A rare opportunity to compete for two slots at Ronald Reagan Washington National Airport in Washington, D.C., has most of the U.S. airline industry licking its proverbial chops in anticipation.
And Alaska Airlines is planning to join the fray when one pair of the airport’s "outside-the-perimeter" slots — one of only six such pairs at the airport that allow for non-stop flights of more than 1,250 miles — comes open with the demise of TWA.
Alaska's application would propose daily non-stop service between Seattle and the nation's capital using 120-seat B737-700 aircraft. Currently, United offers the only nonstop service from Seattle to the D.C. area, operating three daily roundtrips to the less-popular Dulles International Airport, 45 minutes outside of downtown D.C. in Northern Virginia.
Control Tower in Washington D.C.
Many other applications are expected from carriers vying for the hard-to-get outside-the-perimeter slots.
But nothing will happen until TWA ceases operations. TWA currently controls the slots in question. If the proposed acquisition of TWA by American Airlines goes through, the slots --- which are not transferable --- will be "returned" to the U.S. Department of Transportation. DOT will solicit applications and then award the slots. The whole process could take several months.
"DOT will build a number of considerations into its thinking, such as customer convenience and enhancement of the competitive landscape," said Gregg Saretsky, Alaska's senior vice president of marketing and planning. "It will be a highly competitive process, with each airline fiercely promoting its case."
Saretsky said the DCA opportunity is enticing for Alaska for several reasons. "There currently is no non-stop service between SEA-DCA, and the market --- driven mostly by business travelers --- is sizeable. And while this route would represent a departure from our north-south network, it builds upon our strength at our largest hub, Seattle."
He noted that loads would be bolstered by connecting traffic from elsewhere in the Alaska and Horizon system --- a fact that will help Alaska’s application, because it offers single-stop service to DCA from small- and medium-sized communities. Improved access to the nation’s capital from smaller communities is something DOT will factor into its decision making.

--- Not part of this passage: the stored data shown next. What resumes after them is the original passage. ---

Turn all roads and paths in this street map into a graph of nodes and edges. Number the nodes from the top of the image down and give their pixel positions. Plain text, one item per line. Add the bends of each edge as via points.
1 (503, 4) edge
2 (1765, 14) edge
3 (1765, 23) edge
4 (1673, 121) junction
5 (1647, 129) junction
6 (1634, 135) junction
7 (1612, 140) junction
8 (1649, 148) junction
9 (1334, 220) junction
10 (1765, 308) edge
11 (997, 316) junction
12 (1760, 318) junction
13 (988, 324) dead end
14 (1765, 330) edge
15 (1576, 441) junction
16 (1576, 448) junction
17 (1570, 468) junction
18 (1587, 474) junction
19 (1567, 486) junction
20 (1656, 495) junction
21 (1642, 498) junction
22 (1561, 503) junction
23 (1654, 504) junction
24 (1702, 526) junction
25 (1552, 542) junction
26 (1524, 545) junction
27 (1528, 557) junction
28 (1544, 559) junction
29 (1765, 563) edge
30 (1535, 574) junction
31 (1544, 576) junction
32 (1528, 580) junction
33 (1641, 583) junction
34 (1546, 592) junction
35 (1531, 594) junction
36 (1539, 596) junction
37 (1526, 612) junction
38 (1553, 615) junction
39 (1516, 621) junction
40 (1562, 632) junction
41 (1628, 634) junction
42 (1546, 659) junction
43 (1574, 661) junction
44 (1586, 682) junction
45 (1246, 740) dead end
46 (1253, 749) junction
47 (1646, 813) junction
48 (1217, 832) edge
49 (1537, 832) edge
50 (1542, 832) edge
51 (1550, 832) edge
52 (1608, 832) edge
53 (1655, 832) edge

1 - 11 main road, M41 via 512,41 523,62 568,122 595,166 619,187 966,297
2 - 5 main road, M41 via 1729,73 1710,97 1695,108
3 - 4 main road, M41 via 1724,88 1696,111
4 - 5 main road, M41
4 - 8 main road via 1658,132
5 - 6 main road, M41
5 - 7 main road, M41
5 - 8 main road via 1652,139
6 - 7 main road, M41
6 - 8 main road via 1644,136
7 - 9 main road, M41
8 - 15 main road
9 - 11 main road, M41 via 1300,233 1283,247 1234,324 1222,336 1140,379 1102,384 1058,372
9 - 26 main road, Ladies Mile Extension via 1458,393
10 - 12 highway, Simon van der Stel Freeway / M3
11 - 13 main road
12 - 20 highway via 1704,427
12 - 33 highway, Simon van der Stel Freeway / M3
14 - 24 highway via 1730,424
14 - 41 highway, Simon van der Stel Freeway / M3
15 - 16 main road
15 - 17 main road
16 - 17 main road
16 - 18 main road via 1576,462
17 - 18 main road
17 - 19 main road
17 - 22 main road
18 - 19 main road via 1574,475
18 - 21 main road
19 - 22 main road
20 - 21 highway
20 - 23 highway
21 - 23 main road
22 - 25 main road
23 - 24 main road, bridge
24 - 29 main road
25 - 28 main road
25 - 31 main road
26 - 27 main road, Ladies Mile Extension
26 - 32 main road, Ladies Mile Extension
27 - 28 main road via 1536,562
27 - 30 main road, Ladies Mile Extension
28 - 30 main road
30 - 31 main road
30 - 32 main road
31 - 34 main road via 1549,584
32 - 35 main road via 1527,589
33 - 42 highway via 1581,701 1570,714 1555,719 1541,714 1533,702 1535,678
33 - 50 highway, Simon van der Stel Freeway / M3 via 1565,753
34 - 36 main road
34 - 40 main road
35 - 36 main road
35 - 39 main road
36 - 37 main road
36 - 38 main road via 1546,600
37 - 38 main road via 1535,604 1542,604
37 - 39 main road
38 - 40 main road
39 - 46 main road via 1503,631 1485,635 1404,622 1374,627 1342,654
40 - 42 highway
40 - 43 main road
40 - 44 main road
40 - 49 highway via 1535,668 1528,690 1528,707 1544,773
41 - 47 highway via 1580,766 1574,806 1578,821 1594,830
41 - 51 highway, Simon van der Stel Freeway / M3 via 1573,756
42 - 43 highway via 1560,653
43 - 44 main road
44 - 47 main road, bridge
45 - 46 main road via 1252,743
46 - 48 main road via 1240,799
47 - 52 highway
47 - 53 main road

Sartesky added that because Alaska codeshare partners American and Northwest offer one-stop and connecting service to D.C., "our proposal, in combination with their existing service, offers customers better time-of-day coverage than could be provided by just a single daily nonstop."
Saretsky said that with ASM growth of 10 percent this year, Alaska has plenty of capacity to take advantage of this rare opportunity while still strengthening core markets.
EIPremier From United States of America, joined Sep 2000, 1540 posts, RR: 1
Reply 2, posted (13 years 2 weeks 3 days 2 hours ago) and read 1561 times:
This may seem like a bit of a stretch for Alaska, especially given the failure of their past attempts at West-East flights (excluding ANC-ORD, which they codeshare with AA). However, I think the Alaskasworld shows that there is potential here. I don't think they would have any trouble filling up 120 seats daily on this route.
I understand that Jet America discontinued their flights to DCA before their 1987 merger with AS. It's too bad, because if they hadn't Alaska might still have two dormant slots there, although they would be for flights under 1,250 miles.
Continuing on the Jet America theme, I've heard that Alaska is also considering starting flights to LGB again. Considering how congested LAX is, I think that would be a wise move. LGB is a beautiful airport, and it's a shame that more carriers don't fly from there.
NWA Man From United States of America, joined Jun 1999, 1828 posts, RR: 13
Reply 3, posted (13 years 2 weeks 3 days ago) and read 1540 times:
NW went for this last year when slots were opened up at DCA, looking to do two daily A319 flights from DCA to SEA. Their efforts were shot down by the DOT in favor of (among others) McCain's favorite, HP, and TWA to LAX.
One of the weirder points in the debate occured when United, fighting for DCA-SFO slots (which they didn't get BTW) stated that NW shouldn't get the slots because they proposed to use a European-made aircraft in the A319 instead of the 757, the aircraft of choice for airlines applying for the slots.
Good luck to AS...I sure hope they get these slots. This is definitely one of the most underserved markets in America.